“The cakes will keep sweet for many many days, if they are unbroken and left in their leaf-wrappings.” – J.R.R. Tolkien
The best part about fantasy and science fiction writing is that the details don’t have to be tethered to reality – and nobody creates a more detailed world than J.R.R. Tolkien. As an avid student of mythology, language structures and etymology, Tolkien was adept at weaving these themes throughout his works, especially in The Hobbit and The Lord of the Rings trilogy. Lembas bread, or waybread, is created by the elves of Middle Earth and used for long journeys because they will stay fresh for months. It is said that one small bite of lembas is enough to fill the stomach of a grown man. The bread is first mentioned in The Fellowship of the Ring, which was published in 1954, so enthusiastic fans have had plenty of time to come up with a real-life recipe for this fictional food.
According to Tolkien’s texts, the recipe for lembas is a closely guarded secret of the elves, and is rarely shared. When the Fellowship of the Ring passes through the realm of Lothlórian on their way to Mordor, the lady Galadriel presents the group with a store of lembas to feed them on their journey. The bread sustains the travelers’ will, strength and life, and is intolerable to creatures of evil.
The idea for lembas bread was probably based on hardtack biscuits, a simple mixture of flour and water that was inexpensive to make and commonly used on long journeys in place of perishable foods. In Peter Jackson’s film adaptations of The Lord of the Rings, a plain shortbread was used on set. Unfortunately for the actors, the crew put a lot of effort into making sure the lembas looked and crumbled right on screen, rather than how it tasted.

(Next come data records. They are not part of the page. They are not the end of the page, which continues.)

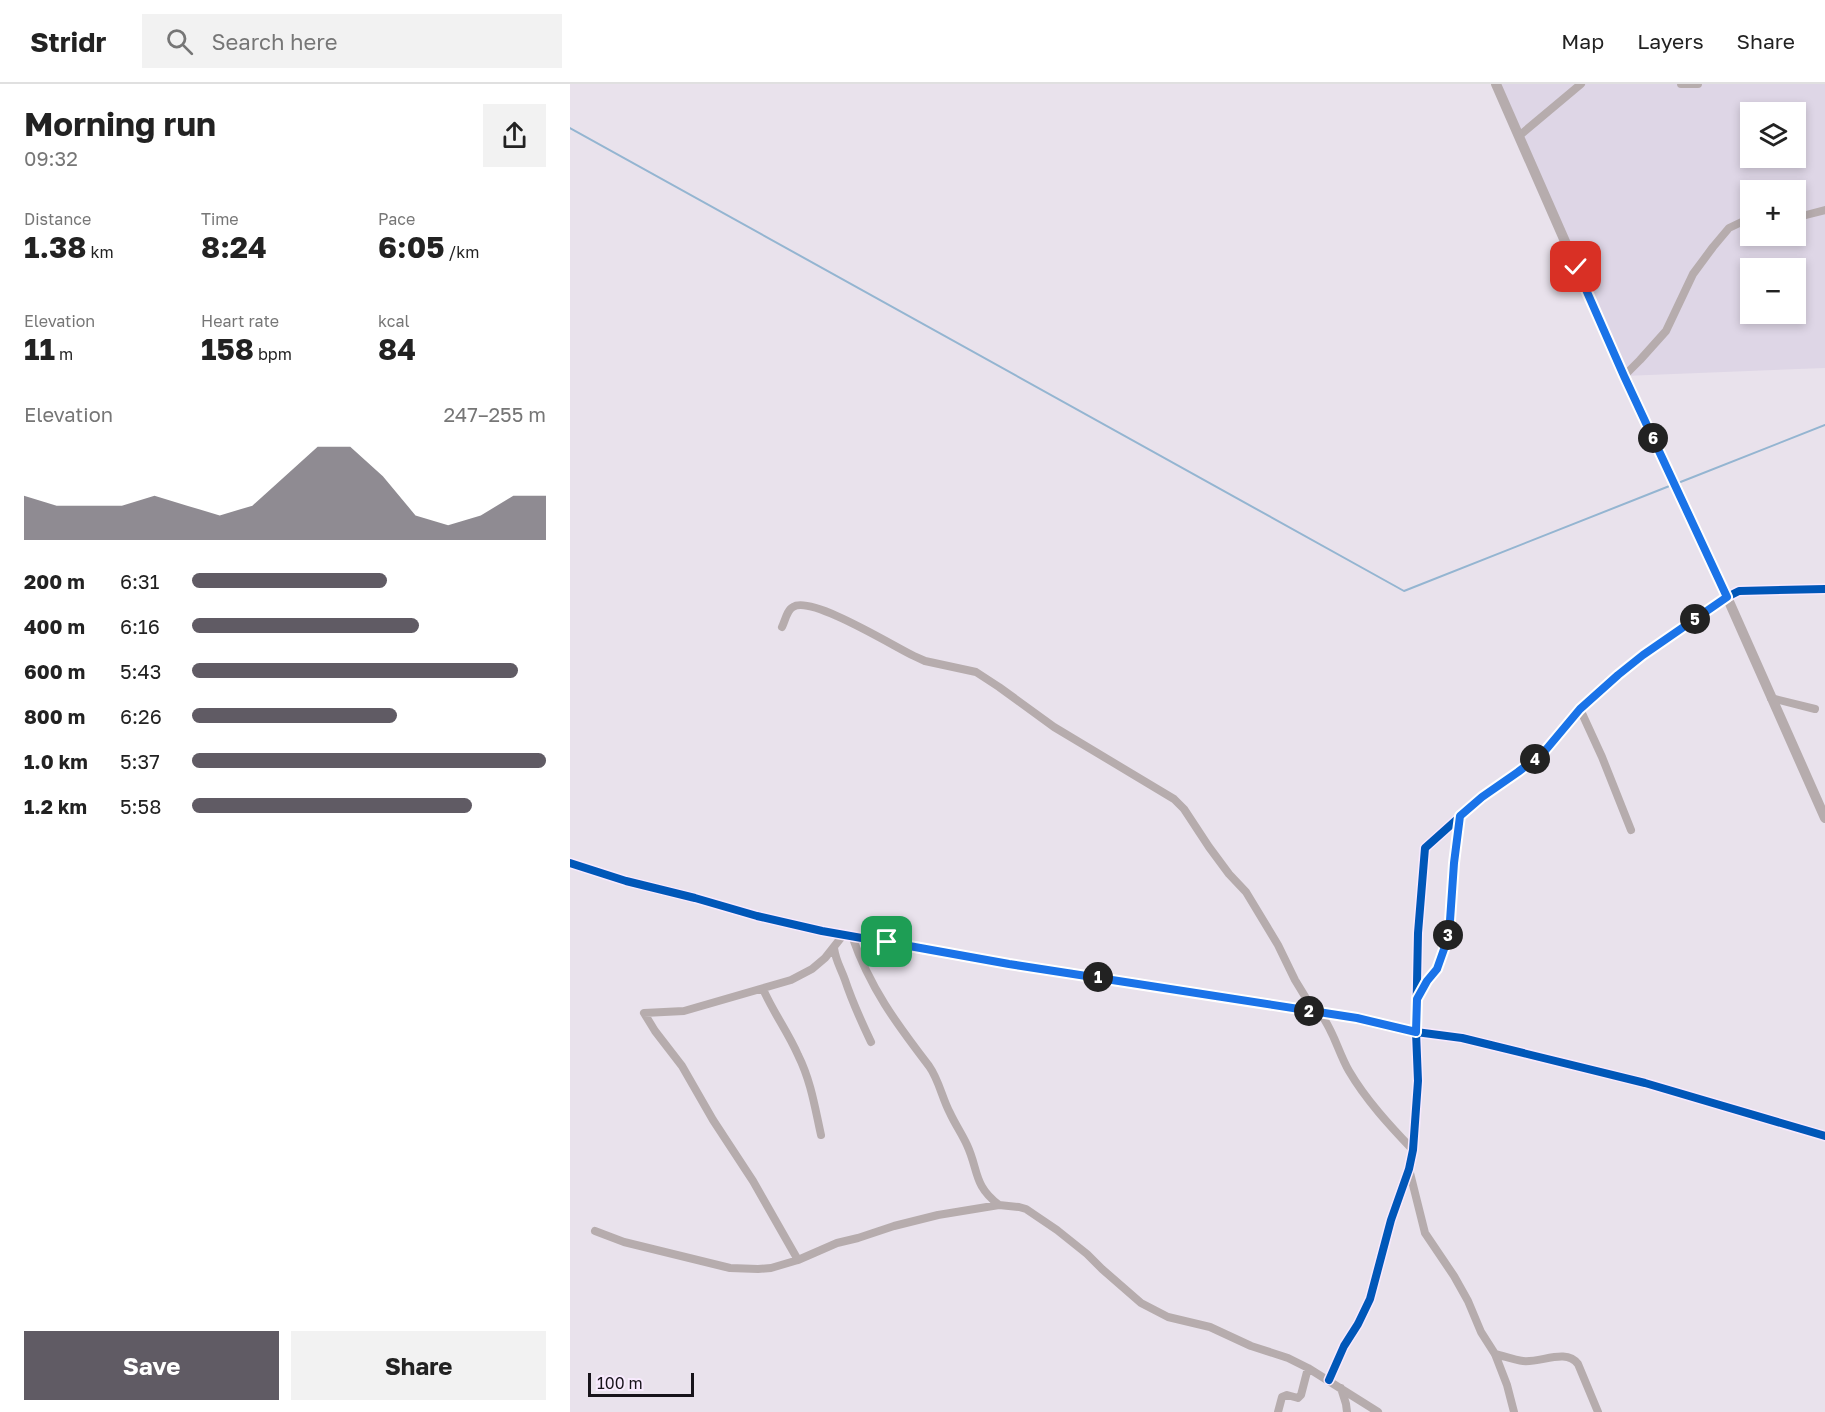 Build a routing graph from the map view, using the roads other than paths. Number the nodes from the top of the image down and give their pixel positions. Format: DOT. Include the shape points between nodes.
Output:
graph roads {
  1 [pos="1496,84"];
  2 [pos="1581,84"];
  3 [pos="1681,84"];
  4 [pos="1698,84"];
  5 [pos="1519,136"];
  6 [pos="1825,210"];
  7 [pos="1806,215"];
  8 [pos="1740,223"];
  9 [pos="1624,376"];
  10 [pos="1825,589"];
  11 [pos="1727,597"];
  12 [pos="782,627"];
  13 [pos="1771,698"];
  14 [pos="1815,708"];
  15 [pos="1580,709"];
  16 [pos="1460,816"];
  17 [pos="1825,818"];
  18 [pos="1631,830"];
  19 [pos="570,863"];
  20 [pos="848,935"];
  21 [pos="834,948"];
  22 [pos="763,989"];
  23 [pos="1417,999"];
  24 [pos="1308,1011"];
  25 [pos="1320,1013"];
  26 [pos="1416,1032"];
  27 [pos="871,1042"];
  28 [pos="821,1136"];
  29 [pos="1825,1136"];
  30 [pos="1413,1150"];
  31 [pos="1409,1168"];
  32 [pos="999,1205"];
  33 [pos="595,1231"];
  34 [pos="798,1260"];
  35 [pos="1495,1354"];
  36 [pos="1308,1368"];
  37 [pos="1329,1380"];
  38 [pos="1341,1388"];
  39 [pos="1370,1409"];
  40 [pos="1278,1412"];
  41 [pos="1347,1412"];
  42 [pos="1378,1412"];
  43 [pos="1514,1412"];
  44 [pos="1598,1412"];
  1 -- 5 [label="street"];
  2 -- 5 [label="street"];
  3 -- 4 [label="street"];
  5 -- 9 [label="street"];
  6 -- 7 [label="street"];
  8 -- 9 [label="street" via="1729,228 1693,274 1666,332"];
  9 -- 11 [label="street"];
  10 -- 11 [label="street" via="1739,591"];
  11 -- 13 [label="street"];
  11 -- 15 [label="street" via="1643,655"];
  12 -- 24 [label="street" via="794,606 809,606 844,619 926,661 976,672 1053,727 1174,799 1246,892 1306,998"];
  13 -- 14 [label="street"];
  13 -- 17 [label="street"];
  15 -- 16 [label="street" via="1544,752"];
  15 -- 18 [label="street"];
  16 -- 23 [label="street" via="1449,935 1437,969"];
  16 -- 23 [label="street" via="1425,848"];
  19 -- 20 [label="street" via="758,916"];
  20 -- 21 [label="street"];
  20 -- 24 [label="street"];
  20 -- 32 [label="street" via="884,1004 936,1078 970,1150 983,1191"];
  21 -- 22 [label="street" via="802,975"];
  21 -- 27 [label="street" via="837,964"];
  22 -- 28 [label="street" via="808,1078"];
  22 -- 34 [label="street" via="684,1011 644,1012 682,1066"];
  23 -- 26 [label="street"];
  24 -- 25 [label="street"];
  25 -- 26 [label="street"];
  25 -- 30 [label="street" via="1361,1090"];
  26 -- 29 [label="street" via="1462,1038 1581,1066"];
  26 -- 30 [label="street" via="1418,1081"];
  30 -- 31 [label="street"];
  31 -- 35 [label="street" via="1425,1233 1454,1276"];
  31 -- 37 [label="street" via="1370,1299"];
  32 -- 34 [label="street" via="894,1226 837,1243"];
  32 -- 36 [label="street" via="1026,1209 1057,1230 1152,1309 1210,1327"];
  33 -- 34 [label="street" via="730,1268 771,1268"];
  35 -- 43 [label="street"];
  35 -- 44 [label="street" via="1522,1361 1562,1356 1574,1359"];
  36 -- 37 [label="street"];
  36 -- 40 [label="street" via="1301,1395 1282,1397"];
  37 -- 38 [label="street"];
  38 -- 39 [label="street"];
  38 -- 41 [label="street"];
  39 -- 42 [label="street"];
}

This recipe is super easy and delicious! You will need an electric mixer to thoroughly blend the chilled butter and dry ingredients; at first I thought I made a mistake and didn’t add enough butter, but the transition into “fine granules” happens surprisingly quickly. After mixing all the ingredients, form the dough into a ball and chill it in the refrigerator wrapped in plastic to cool the butter before rolling it out.
If I had chilled the dough before cutting out the squares, I probably could have substituted cookie cutters in fun shapes. Some of the squares were a little thick, but they cooked just fine. I might play around with the mix of spices in the future too, but I will definitely be making these again. The lembas bread is a little dry, but perfect with a cup of tea or coffee. I brushed a tablespoon of honey on the squares right when they came out of the oven; the heat helps the honey melt into the top.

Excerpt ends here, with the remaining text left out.